II. LE COMPONENTI DELLA TEOLOGIA

29. In forza della sua natura e della sua funzione la teologia è una scienza unitaria, che si nutre alle fonti della Rivelazione ed enuclea i dati che vi trova ad lumen fidei, sia nel processo di investigazione positiva, sia in quello di elaborazione specu­lativa. Essa è pertanto positiva e sistematica insieme. La base, infatti, della teologia è lo studio delle fonti della Ri­velazione, volto a stabilire ciò che Dio ha rivelato. Questo stu­dio dell'auditus fidei, al suo livello scientifico, dà luogo alla teo­logia positiva. I risultati della teologia positiva sono l'oggetto di una ulte­riore elaborazione scientifica da parte della teologia sistematica, che, secondo le esigenze dell'intellectus fidei, cerca di penetrare il senso e di scoprire le connessioni delle verità rivelate, cosi da coordinarle in modo organico e unitario.(15) Queste due componenti della teologia - la ricerca storica e la riflessione razionale - non si possono mai separare del tutto, perché vi sono continue mutue interferenze, e le loro funzioni sono complementari: è necessario che esse si manten­gano in un costante equilibrio, senza che l'una cerchi di so­praffare l'altra.

1. Dimensione storica della teologia

Riguardo alla ricerca storica, che è predominante nella com­ponente positiva del lavoro teologico, l'indicazione da seguire è triplice:

30 1) Essa deve essere svolta con i propri metodi. Ciò comporta una legittima libertà di ricerca condotta su una seria base do­cumentaria, che però non risolva la teologia in pura filologia o critica storica. Fermarsi esclusivamente a tale livello compor­terebbe per la teologia positiva il rischio di diventare sterile e di tradire la sua missione.

31 Infatti, la teologia positiva deve riconoscere, come primo pre­supposto, il carattere soprannaturale del suo oggetto e l'origine divina della Chiesa. La sua elaborazione non può essere guida­ta dalla sola mente umana, ma altresì deve essere guidata dalla luce della fede e dal Magistero della Chiesa.

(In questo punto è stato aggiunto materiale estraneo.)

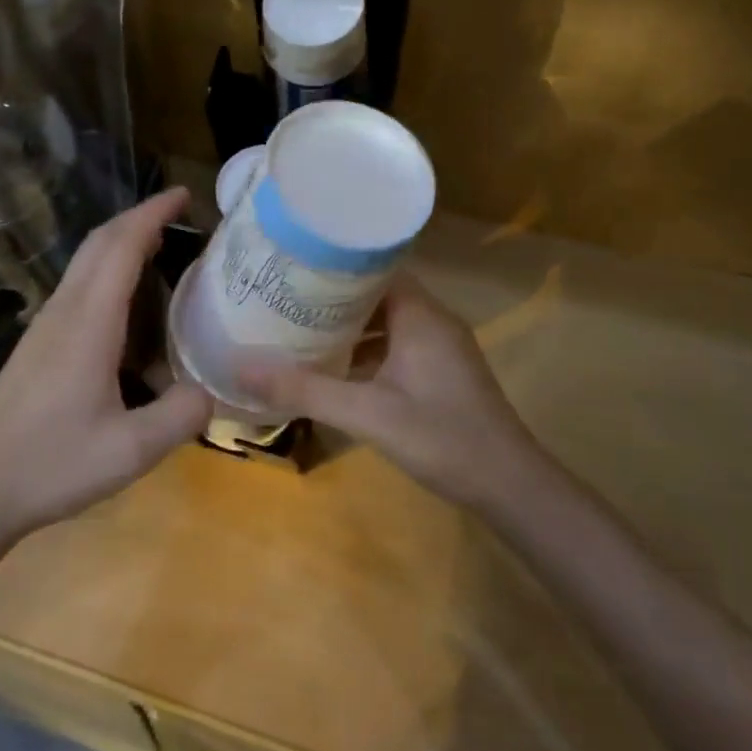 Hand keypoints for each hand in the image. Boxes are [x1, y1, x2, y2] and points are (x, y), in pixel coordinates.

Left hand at [0, 188, 212, 545]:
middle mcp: (64, 312)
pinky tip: (126, 301)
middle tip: (179, 212)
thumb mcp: (132, 451)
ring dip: (120, 242)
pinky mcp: (37, 344)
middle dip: (138, 217)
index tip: (184, 194)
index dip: (152, 214)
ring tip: (160, 247)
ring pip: (84, 263)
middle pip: (98, 243)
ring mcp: (45, 326)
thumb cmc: (54, 466)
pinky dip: (106, 270)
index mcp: (88, 324)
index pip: (121, 248)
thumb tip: (211, 390)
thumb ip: (182, 415)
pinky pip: (77, 286)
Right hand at [241, 274, 544, 512]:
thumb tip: (242, 368)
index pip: (373, 268)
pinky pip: (397, 345)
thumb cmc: (441, 437)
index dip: (333, 266)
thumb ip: (305, 390)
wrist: (509, 485)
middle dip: (333, 297)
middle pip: (376, 293)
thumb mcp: (367, 413)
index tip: (292, 267)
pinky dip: (366, 350)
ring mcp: (440, 347)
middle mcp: (432, 320)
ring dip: (348, 326)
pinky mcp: (441, 371)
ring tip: (300, 328)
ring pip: (386, 321)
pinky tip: (335, 369)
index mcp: (419, 314)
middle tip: (285, 298)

I suoi fondamenti stanno nella teologia della Rivelazione, della ispirazione, della Chiesa. E questa ha la missione di custodire fedelmente e in­terpretare autenticamente la parola di Dio.(16)

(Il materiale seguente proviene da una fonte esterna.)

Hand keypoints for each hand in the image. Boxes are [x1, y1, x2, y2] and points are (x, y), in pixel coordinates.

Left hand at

32 2) Poiché vi è una dimensione storica della Rivelazione, della sua trasmissione e dello stesso Magistero che la custodisce e la interpreta, la teologia positiva deve ricorrere, oltre che ai suoi metodi tradizionali di ricerca (filologia, storia, critica storica), anche alla riflessione filosofica o filosofico-teologica. Tale rifles­sione ha come oggetto la natura della testimonianza, i rapporti che intercorrono tra i fatti e il loro significato, il carattere di questi rapporti, e quindi la relazione tra testimoni oculari e comunità credente, e inoltre, il carattere specifico del tempo della storia della salvezza e il carattere storico dei racconti e dei fatti.(17)

33 3) La necessità di ricorrere in questa parte positiva del lavoro teologico alla riflessione filosofica deriva anche dagli svi­luppi dell'ermeneutica moderna, dovuti alla particolare sensi­bilità che l'odierna cultura ha verso la realtà storica. Essa, in­fatti, attira l'attenzione dei teologi sul condizionamento storico del pensiero nelle sue varie espressioni, e con ciò stesso sulla differenza che passa tra il modo di pensare e di esprimersi dell'uomo moderno e quello che si riscontra nella Bibbia e nelle formulazioni tradizionali della fede. La teologia deve assumersi il compito di esporre e di reinterpretare i contenuti della fede, al fine di esprimerli in concetti comprensibili dagli uomini d'oggi, staccandoli dai mezzi espressivi del passato, che forse non sono più completamente accessibili nel presente. A tale proposito va però notato che «altra è la sostanza dell'antica dottrina del depositum fidei e altra è la formulazione del suo rivestimento».(18) Mentre soltanto quest'ultima può subire condizionamenti storici, trasformazioni e adattamenti, la pri­ma rimane immutabile e ferma. È, quindi, di somma importanza che il teologo nel suo lavoro sappia evitare gli scogli del puro positivismo e storicismo,(19) il quale ama spiegare tutti i fenomeni del pensiero e della morale unicamente con cause e condi­zioni storiche, e ciò fino al punto da ridurre ogni verità di valore permanente e oggettivo alla relatività delle contingenze stori­che. Il teologo, pertanto, per assolvere con successo i suoi gravi compiti, deve lasciarsi guidare, oltre che dal Magistero(20) e dalle norme esegetiche,(21) anche dai sani principi filosofici circa il va­lore oggettivo della conoscenza umana.(22)

2. Dimensione sistematica

34 La presente situazione, caratterizzata da una certa disaffe­zione per la filosofia, richiede innanzitutto che venga posta in debita luce la necessità e la natura della riflessione teologica voluta dal Concilio, il quale, «per illustrare quanto più integralmente possibile i misteri della salvezza», prescrive che «gli alunni imparino ad approfondirli e a vederne il nesso per mezzo della speculazione, avendo S.Tommaso per maestro».(23)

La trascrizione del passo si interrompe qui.